I would like to recall the start of the Easter break for our family this year. It was the end of a very busy academic term for my wife and kids, mainly due to college and university applications. We normally have a blow out on the Friday to mark the start of the holidays with food, drink, music and maybe a bit more drink. Decompression the military call it!
Not this year though, we were being healthy. Alcohol and nachos were off the list. Breaking that tradition, however, turned the end of term into an anticlimax, a vacuum of sorts. The kids gravitated to their own spaces around the house and Missy and We contemplated a very busy two week break ahead over carrot sticks and low fat humus. Rock ‘n’ Roll eh?
On Saturday morning we finally had some time to reflect on where our D/s was going. For some reason we were both a bit vague on the subject. We tried to discuss it further with more coffee, however, the fatigue of many weeks of stress at work for both of us was still present and emotional discussions were evidently still a way off for both of us. During Sunday we dipped in and out of conversation of the topic and it wasn’t until later in the evening, sitting alone together, we reflected on where we were and where we could be going.
Unlike some, our relationship was great to start with. Together for 6 years, married for one and a half. Second time around for both of us and lots of kids. We had good jobs, health and a desire to make things more comfortable for the family. So was anything missing? Well I suppose time and space were in short supply with such a large family. We enjoyed a very active sex life, albeit functional during the week and sometimes spicy at the weekend. We both loved kink, and that was very evident in our previous discussions and actions. So why was D/s proving to be so important to us?
Our conclusion was that the big challenges in life, communication breakdowns and emotional events are the things that challenge a relationship deep down. Birth, death, illness, travel, finances, children and ex partners all bring challenges that make you stronger as a person and primarily, as a couple. The kink side of D/s tests both of us in a many ways and makes us stronger in a physically emotional way.

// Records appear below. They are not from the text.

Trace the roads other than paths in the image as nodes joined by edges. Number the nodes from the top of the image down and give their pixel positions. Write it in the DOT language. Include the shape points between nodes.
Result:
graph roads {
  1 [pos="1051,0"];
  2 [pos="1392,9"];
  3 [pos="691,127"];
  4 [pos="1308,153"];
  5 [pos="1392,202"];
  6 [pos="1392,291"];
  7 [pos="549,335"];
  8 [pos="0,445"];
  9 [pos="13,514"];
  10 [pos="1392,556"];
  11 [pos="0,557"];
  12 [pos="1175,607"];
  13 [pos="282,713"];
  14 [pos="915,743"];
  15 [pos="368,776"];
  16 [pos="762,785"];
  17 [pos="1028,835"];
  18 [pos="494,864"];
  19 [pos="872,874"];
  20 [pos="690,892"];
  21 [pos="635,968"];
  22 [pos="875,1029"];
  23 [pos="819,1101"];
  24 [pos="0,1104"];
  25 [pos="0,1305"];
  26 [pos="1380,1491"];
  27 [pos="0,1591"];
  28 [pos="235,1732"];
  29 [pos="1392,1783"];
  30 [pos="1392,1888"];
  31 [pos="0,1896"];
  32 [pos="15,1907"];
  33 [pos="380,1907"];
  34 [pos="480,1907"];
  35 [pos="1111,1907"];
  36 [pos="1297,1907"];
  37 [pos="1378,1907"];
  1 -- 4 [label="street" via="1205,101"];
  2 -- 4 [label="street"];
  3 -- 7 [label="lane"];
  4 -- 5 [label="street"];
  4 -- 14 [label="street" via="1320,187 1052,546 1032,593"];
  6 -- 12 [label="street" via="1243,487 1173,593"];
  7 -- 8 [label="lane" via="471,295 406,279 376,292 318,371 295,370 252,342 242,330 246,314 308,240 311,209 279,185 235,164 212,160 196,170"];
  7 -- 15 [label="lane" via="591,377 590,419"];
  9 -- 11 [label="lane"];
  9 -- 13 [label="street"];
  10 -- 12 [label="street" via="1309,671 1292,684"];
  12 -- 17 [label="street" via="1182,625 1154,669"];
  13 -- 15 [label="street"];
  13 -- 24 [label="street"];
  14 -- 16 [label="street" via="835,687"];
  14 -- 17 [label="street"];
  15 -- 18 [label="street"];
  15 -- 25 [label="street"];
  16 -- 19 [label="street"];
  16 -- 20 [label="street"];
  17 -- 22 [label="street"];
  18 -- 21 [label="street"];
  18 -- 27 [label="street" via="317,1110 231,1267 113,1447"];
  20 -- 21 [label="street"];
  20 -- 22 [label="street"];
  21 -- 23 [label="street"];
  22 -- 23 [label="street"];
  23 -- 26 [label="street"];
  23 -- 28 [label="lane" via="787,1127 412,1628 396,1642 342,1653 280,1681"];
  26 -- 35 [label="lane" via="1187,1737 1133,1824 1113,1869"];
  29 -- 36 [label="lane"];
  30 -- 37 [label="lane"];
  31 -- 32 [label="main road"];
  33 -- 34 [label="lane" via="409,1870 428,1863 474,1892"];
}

Think of some of the things you have experienced with your sub or Dom; those scenes where you tried something new, where you was taken to limits never reached before. Is that not an experience that will make you both stronger as a couple? Do you not feel stronger amongst others in your vanilla circle of family and friends? The way you interact with one another, do people not notice? Of course they do and many, whilst finding it mildly amusing, may wonder why you’re really into each other. What’s their secret they wonder? Holding a chair, a door or coat has nothing to do with kinky sex, however, as that coat slips over her shoulders and your hands rest on her she feels safe, loved and for a moment she imagines you grasp her neck, bend her over and slip your hand between her legs. Does that make her closer to you, want you, trust you and possibly need you? I would say it does all of those and more.
What does D/s do for us and why should we continue? It’s because it’s not a one size fits all solution,which in turn makes it perfect for odd shaped relationships. It provides structure, boundaries, new opportunities, excitement and of course allows you so many ways to show your love in words and action. The continual focus is hard work, however, it’s great fun trying to be happy together and love each other until it hurts!